The Issues Summarised

We have summarised the issues using examples of the questions and concerns that people raised, either directly or with some paraphrasing. Here they are, in alphabetical order:

  • 🗄 BUREAUCRATIC REFORM – How should we implement bureaucratic reform? Alternatively, do we need more focus on improving bureaucratic loopholes that enable corruption? How do we demand better transparency from our representatives?
  • 🚸 CHILD PROTECTION – How can we better protect children from violence, neglect, abuse, and exploitation? What is the best way to do this in the context of domestic violence? What is the best way to do this in the context of labour laws and social services?
  • 🌏 CLIMATE CHANGE & THE ENVIRONMENT – How can we demand the government to pay more attention to climate change? How can we protect our environment from exploitative corporate practices such as mining and deforestation? How can we better protect our wildlife? How can we demand better waste management? How can we build better disaster risk reduction and mitigation? What would an ideal energy policy look like?
  • 💸 CORRUPTION – How can we eradicate corruption and practices such as nepotism? What is a suitable punishment for corruption? What does corruption look like, and who is involved in perpetuating it?
  • 📱 DIGITAL RIGHTS & FREEDOM OF EXPRESSION – How can we ensure that our privacy is protected? How do we protect our freedom of expression in the age of increasing online brigading and censorship? How do we handle the misuse of artificial intelligence in producing fake news and images? How do we navigate around the UU ITE?

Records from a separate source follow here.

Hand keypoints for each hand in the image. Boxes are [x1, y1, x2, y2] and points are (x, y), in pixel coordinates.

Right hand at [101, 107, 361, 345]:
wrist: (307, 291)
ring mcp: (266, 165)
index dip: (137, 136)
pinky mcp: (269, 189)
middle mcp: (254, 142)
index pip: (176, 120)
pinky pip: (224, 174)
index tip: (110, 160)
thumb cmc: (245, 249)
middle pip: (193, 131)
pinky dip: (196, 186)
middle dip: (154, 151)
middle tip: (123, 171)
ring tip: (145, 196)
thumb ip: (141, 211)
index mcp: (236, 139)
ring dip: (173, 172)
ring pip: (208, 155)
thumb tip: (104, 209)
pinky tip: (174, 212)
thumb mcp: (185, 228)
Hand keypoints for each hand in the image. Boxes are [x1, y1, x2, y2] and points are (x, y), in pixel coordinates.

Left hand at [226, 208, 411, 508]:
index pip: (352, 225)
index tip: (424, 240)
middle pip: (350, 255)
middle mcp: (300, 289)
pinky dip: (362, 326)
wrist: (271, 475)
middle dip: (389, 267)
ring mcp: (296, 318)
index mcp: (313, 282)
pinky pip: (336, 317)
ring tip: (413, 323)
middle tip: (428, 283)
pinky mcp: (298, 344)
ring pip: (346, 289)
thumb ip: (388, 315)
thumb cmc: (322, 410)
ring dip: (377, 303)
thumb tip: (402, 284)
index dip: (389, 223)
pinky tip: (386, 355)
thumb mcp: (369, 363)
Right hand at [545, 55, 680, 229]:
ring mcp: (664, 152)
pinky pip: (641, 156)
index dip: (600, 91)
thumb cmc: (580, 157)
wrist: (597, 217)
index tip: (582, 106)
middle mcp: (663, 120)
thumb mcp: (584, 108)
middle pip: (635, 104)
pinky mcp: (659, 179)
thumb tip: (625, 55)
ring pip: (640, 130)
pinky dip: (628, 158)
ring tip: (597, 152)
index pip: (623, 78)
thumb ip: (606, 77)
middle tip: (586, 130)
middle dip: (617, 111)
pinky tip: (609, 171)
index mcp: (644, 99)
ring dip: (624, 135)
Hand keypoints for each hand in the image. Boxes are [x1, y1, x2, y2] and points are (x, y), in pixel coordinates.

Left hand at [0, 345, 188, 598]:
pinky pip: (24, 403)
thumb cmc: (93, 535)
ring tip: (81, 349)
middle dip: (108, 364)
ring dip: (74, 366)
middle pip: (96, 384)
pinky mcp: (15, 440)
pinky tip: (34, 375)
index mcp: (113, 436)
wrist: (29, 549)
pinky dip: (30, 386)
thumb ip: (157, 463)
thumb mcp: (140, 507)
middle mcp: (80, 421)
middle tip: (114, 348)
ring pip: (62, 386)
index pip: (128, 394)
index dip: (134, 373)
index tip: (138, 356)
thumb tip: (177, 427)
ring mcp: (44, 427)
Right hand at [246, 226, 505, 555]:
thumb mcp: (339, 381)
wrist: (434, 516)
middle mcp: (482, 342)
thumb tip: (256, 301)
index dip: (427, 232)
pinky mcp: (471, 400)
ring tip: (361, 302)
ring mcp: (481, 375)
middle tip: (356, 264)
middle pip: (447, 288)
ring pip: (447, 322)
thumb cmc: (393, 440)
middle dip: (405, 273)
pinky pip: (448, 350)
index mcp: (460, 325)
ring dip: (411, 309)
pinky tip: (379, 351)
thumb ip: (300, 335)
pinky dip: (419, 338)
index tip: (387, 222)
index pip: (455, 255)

  • ♿️ DISABILITY RIGHTS – How can we demand better accessibility in public infrastructure, education, and the workplace for the disabled? How can we eradicate ability-based violence and discrimination, including bullying at schools and the workplace, etc?
  • 💹 ECONOMIC GROWTH & INFLATION – Can the value of the Rupiah be strengthened? Can inflation be tamed, recession averted, national debt controlled, and the prices of essential goods kept in check? How can we continue the trend of Indonesia’s vast economic growth and ensure the welfare and prosperity for all? How can we improve the skills and quality of our workforce?

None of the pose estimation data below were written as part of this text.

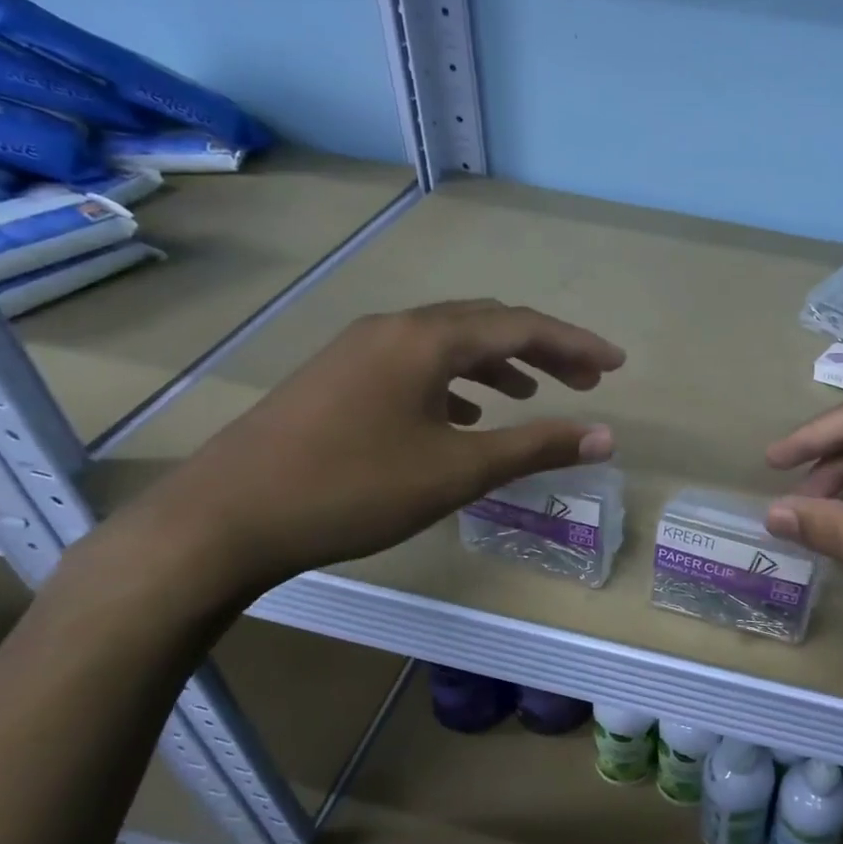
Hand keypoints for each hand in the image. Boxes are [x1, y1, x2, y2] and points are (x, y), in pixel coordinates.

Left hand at [116, 301, 623, 593]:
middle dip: (541, 350)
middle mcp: (394, 329)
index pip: (522, 326)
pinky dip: (454, 382)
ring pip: (447, 343)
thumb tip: (604, 435)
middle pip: (486, 325)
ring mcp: (359, 350)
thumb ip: (535, 447)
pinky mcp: (337, 377)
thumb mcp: (458, 471)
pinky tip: (462, 416)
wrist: (226, 518)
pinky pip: (414, 365)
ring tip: (530, 396)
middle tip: (584, 380)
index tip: (616, 364)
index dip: (576, 344)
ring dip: (498, 364)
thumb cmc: (354, 488)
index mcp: (426, 339)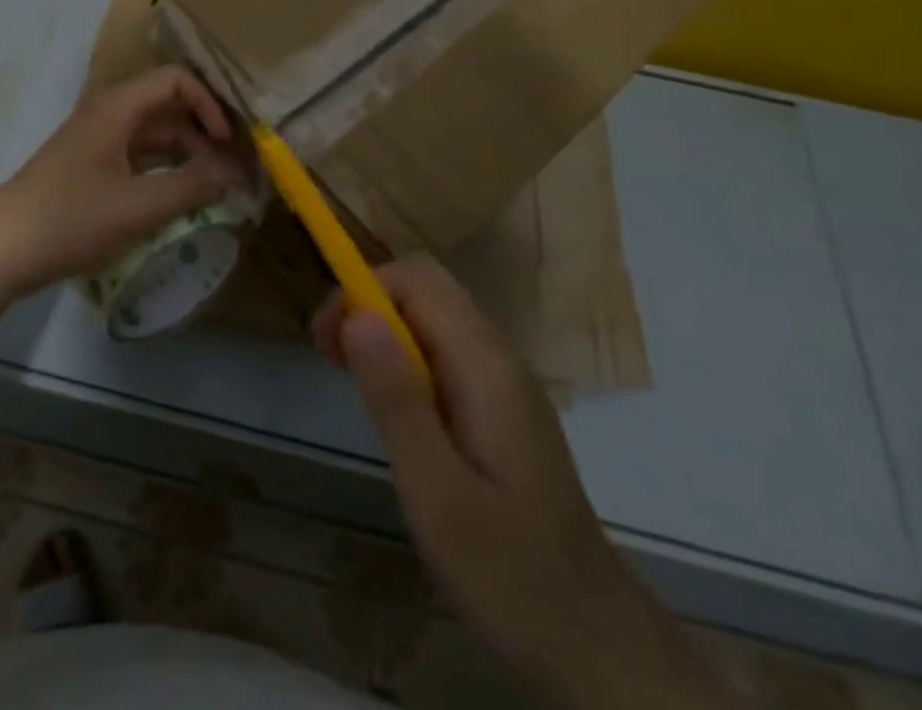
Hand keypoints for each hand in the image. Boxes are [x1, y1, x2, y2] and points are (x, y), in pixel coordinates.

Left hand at [0, 66, 245, 300]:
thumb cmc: (70, 218)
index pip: (176, 80)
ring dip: (188, 156)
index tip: (228, 141)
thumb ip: (192, 186)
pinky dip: (166, 173)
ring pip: (156, 137)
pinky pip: (140, 159)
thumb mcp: (138, 206)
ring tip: (218, 188)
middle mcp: (110, 115)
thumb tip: (234, 171)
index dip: (208, 104)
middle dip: (205, 134)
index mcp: (118, 107)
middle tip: (236, 169)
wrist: (1, 249)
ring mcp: (99, 142)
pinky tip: (184, 200)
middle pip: (169, 109)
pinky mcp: (93, 169)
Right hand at [314, 256, 731, 707]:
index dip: (363, 290)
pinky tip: (394, 410)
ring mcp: (506, 383)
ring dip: (385, 330)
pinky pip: (447, 353)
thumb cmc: (509, 572)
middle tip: (332, 355)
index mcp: (485, 365)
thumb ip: (396, 399)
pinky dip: (407, 358)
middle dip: (369, 303)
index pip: (417, 279)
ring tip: (352, 378)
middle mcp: (499, 358)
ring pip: (435, 318)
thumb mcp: (436, 492)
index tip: (326, 339)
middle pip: (427, 288)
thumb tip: (357, 316)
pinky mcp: (503, 410)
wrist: (595, 641)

  • 🎓 EDUCATION – How do we ensure everyone across Indonesia has equal access to quality education? How can we build a better pathway between education and job opportunities? How can we make education more affordable, inclusive, and free of discrimination?
  • 💰 EQUITABLE DEVELOPMENT – How can we make economic development more equal across the country? How can small and medium enterprises survive? How can we reduce rates of unemployment and underemployment? How can we focus less on the island of Java and more on the rest of Indonesia? How can we improve sustainability in the process? Is building and moving the capital to IKN really a solution?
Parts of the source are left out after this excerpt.